This calls for a word-for-word copy of all the data, with each picture removed.

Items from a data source
◆ ◆ ◆ ◆
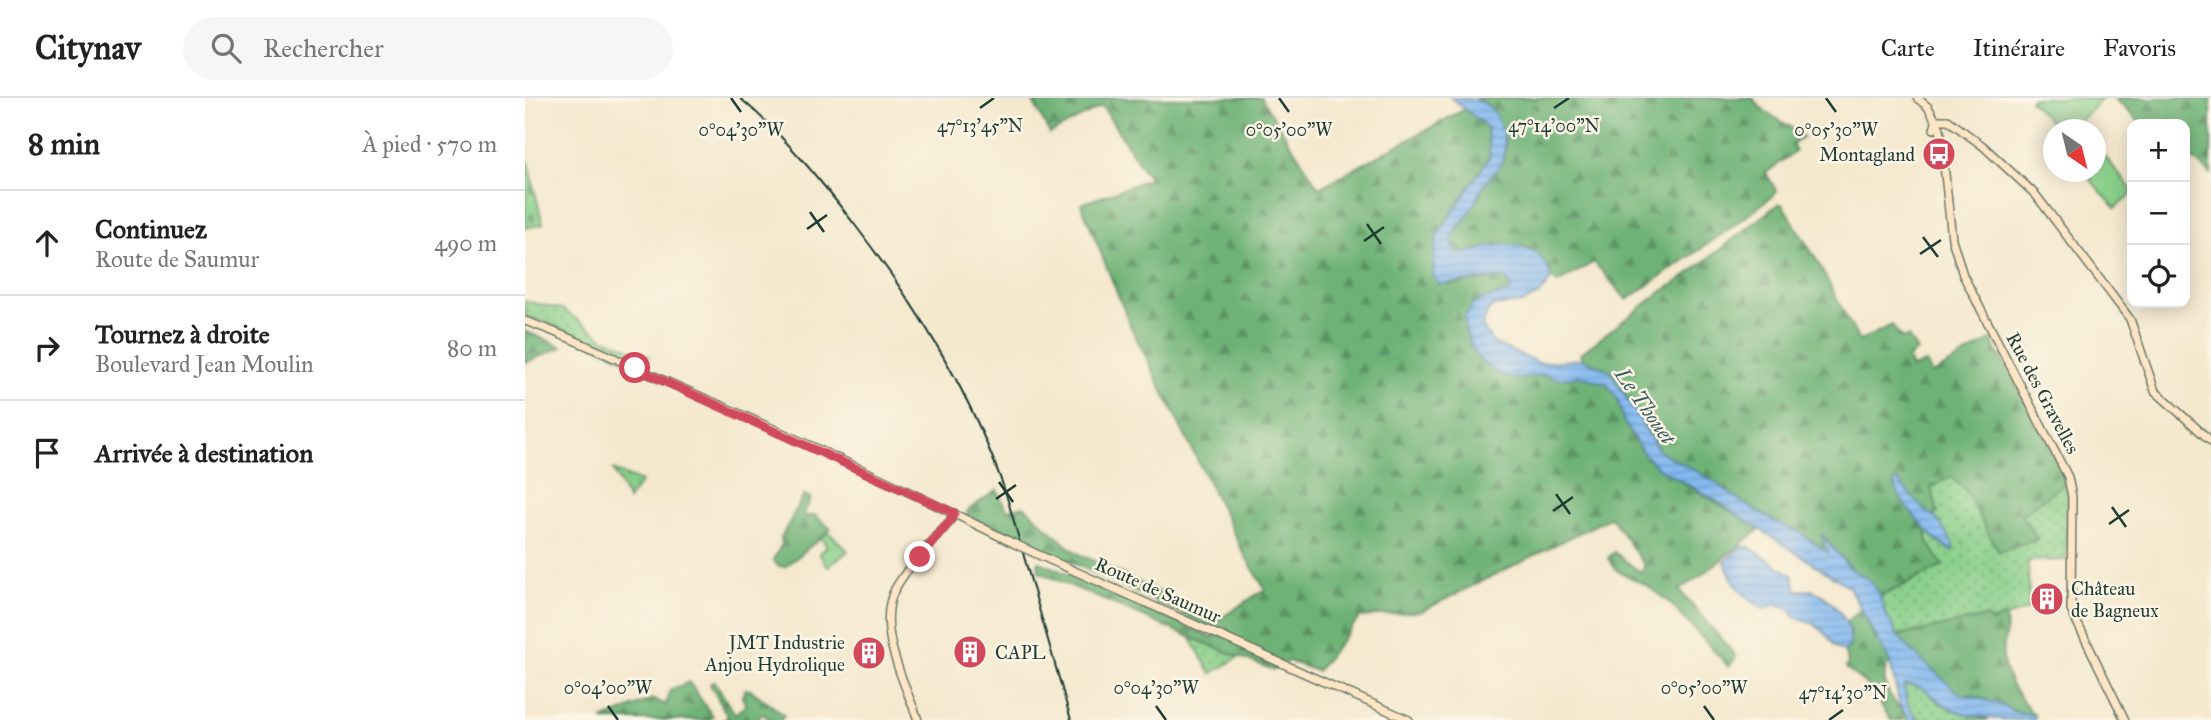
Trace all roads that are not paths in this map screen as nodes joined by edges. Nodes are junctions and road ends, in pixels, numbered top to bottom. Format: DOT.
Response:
graph roads {
  1 [pos="1918,99"];
  2 [pos="1937,124"];
  3 [pos="525,323"];
  4 [pos="2211,441"];
  5 [pos="953,515"];
  6 [pos="918,720"];
  7 [pos="1409,720"];
  8 [pos="2125,720"];
  1 -- 2 [label="street"];
  2 -- 4 [label="street"];
  2 -- 8 [label="street, Rue des Gravelles"];
  3 -- 5 [label="street, Route de Saumur"];
  5 -- 6 [label="street"];
  5 -- 7 [label="street, Route de Saumur, bridge"];
}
◆ ◆ ◆ ◆
- SOLUTION TO THIS TASK
Trace all roads that are not paths in this map screen as nodes joined by edges. Nodes are junctions and road ends, in pixels, numbered top to bottom. Format: DOT.
Response:
graph roads {
  1 [pos="1918,99"];
  2 [pos="1937,124"];
  3 [pos="525,323"];
  4 [pos="2211,441"];
  5 [pos="953,515"];
  6 [pos="918,720"];
  7 [pos="1409,720"];
  8 [pos="2125,720"];
  1 -- 2 [label="street"];
  2 -- 4 [label="street"];
  2 -- 8 [label="street, Rue des Gravelles"];
  3 -- 5 [label="street, Route de Saumur"];
  5 -- 6 [label="street"];
  5 -- 7 [label="street, Route de Saumur, bridge"];
}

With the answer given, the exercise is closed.